Please tally the lines in the data below that include the string "graph", and reply with only the total.

[[ INFORMATION, beginning ]]

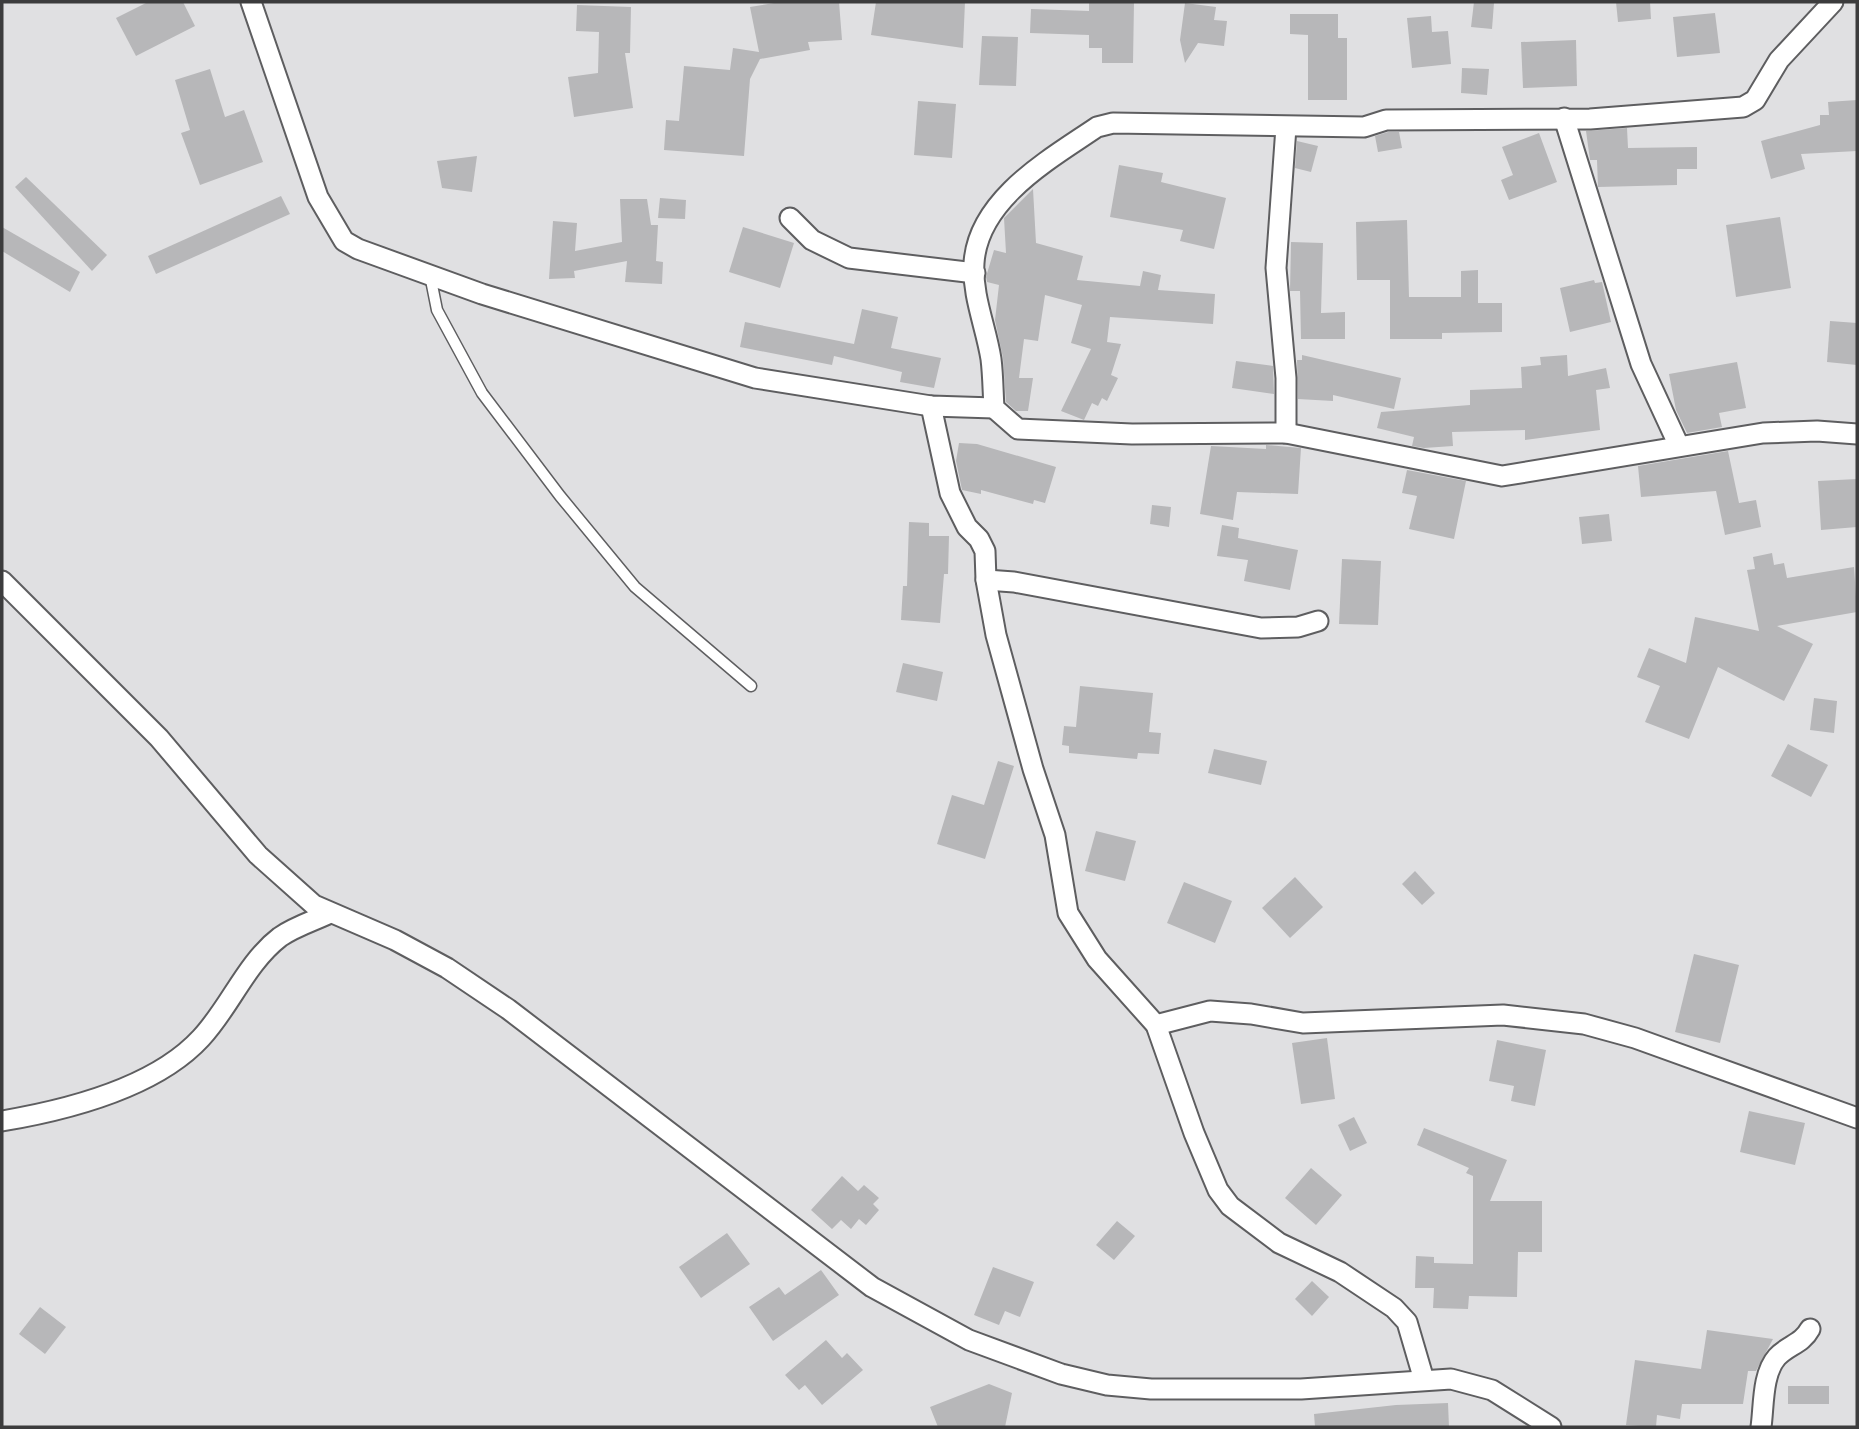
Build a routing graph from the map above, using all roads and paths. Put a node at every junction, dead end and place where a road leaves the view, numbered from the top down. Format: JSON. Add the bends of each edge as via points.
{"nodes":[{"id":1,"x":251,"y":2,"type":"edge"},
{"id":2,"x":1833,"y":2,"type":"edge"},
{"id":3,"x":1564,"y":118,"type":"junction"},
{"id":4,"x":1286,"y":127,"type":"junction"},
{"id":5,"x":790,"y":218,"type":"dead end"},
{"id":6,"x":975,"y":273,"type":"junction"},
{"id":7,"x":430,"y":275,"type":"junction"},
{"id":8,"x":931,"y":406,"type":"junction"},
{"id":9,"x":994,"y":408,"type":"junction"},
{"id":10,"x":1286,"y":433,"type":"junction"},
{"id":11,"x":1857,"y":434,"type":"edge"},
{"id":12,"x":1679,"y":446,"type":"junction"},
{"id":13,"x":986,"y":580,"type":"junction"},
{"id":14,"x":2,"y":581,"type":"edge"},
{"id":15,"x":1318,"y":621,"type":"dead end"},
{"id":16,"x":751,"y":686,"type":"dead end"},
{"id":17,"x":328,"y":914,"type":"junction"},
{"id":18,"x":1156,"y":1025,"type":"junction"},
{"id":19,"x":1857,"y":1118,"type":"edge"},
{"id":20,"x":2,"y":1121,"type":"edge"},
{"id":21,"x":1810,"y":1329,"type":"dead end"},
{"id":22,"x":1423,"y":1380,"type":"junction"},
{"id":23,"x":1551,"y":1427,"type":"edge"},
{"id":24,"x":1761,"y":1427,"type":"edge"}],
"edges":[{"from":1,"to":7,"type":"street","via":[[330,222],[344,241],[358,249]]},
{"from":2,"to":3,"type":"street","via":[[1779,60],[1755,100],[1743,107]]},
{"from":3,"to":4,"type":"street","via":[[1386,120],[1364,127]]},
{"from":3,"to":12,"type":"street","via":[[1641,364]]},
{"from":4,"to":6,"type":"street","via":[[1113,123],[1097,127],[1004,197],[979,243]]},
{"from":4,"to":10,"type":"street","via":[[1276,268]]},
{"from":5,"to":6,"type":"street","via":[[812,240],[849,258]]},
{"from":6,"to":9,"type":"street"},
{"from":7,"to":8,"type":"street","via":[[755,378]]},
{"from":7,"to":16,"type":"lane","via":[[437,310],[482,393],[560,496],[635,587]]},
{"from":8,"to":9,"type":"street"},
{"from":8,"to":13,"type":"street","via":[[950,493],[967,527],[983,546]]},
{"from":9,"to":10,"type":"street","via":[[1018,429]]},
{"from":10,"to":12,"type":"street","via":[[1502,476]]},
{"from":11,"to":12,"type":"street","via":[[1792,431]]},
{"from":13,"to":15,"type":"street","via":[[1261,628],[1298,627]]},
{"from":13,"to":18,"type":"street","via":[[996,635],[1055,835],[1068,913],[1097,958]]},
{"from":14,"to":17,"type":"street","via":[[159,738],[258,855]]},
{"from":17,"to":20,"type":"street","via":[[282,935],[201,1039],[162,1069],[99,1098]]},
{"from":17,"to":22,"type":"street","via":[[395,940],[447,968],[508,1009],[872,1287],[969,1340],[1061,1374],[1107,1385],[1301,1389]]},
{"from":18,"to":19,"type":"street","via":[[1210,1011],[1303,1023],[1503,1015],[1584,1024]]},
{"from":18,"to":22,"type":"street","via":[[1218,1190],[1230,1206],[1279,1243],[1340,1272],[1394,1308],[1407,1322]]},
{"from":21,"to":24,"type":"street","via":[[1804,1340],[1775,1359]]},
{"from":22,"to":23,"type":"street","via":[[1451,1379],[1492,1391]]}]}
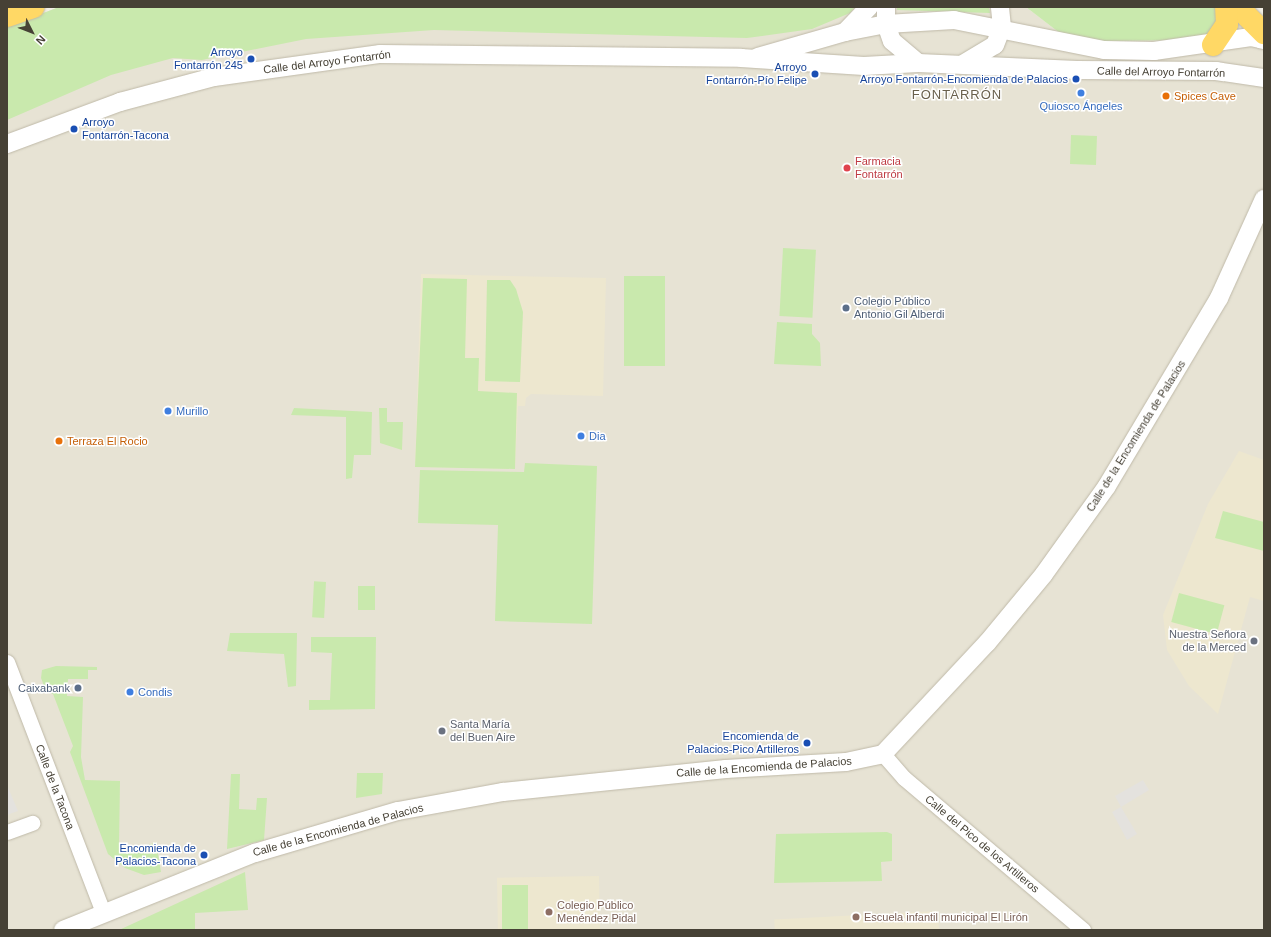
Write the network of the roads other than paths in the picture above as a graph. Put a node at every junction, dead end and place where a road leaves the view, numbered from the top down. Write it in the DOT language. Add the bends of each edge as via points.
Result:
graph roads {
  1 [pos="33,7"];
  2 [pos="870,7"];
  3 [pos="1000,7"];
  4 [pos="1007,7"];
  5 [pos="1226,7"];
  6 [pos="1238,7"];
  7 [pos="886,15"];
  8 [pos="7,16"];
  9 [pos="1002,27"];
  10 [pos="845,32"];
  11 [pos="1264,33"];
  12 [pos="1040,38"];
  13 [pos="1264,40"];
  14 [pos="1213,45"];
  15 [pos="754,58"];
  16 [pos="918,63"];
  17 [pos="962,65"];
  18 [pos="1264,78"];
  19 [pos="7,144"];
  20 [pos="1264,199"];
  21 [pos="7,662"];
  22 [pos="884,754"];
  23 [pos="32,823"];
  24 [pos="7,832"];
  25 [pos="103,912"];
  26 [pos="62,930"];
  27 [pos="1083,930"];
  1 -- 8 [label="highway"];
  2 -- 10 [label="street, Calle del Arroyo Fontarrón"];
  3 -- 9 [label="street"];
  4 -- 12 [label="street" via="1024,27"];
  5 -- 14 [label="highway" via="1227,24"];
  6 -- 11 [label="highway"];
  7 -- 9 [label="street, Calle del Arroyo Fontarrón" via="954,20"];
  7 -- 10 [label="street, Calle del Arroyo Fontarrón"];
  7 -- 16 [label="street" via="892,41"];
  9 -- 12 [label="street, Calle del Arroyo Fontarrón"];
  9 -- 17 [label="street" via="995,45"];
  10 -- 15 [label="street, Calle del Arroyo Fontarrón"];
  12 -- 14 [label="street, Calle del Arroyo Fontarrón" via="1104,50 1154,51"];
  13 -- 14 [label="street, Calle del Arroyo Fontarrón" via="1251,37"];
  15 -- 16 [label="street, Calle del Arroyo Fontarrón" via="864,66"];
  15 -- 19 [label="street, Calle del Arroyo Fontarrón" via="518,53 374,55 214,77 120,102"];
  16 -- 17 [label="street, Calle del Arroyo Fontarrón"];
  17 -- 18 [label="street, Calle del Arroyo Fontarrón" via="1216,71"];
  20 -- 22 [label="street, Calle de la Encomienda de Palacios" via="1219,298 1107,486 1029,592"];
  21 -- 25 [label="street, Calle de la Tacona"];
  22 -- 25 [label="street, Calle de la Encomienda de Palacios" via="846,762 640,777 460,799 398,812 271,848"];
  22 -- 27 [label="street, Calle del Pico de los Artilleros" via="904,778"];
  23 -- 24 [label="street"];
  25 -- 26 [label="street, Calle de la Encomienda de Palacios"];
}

[[ INFORMATION, end ]]

REPLY: 3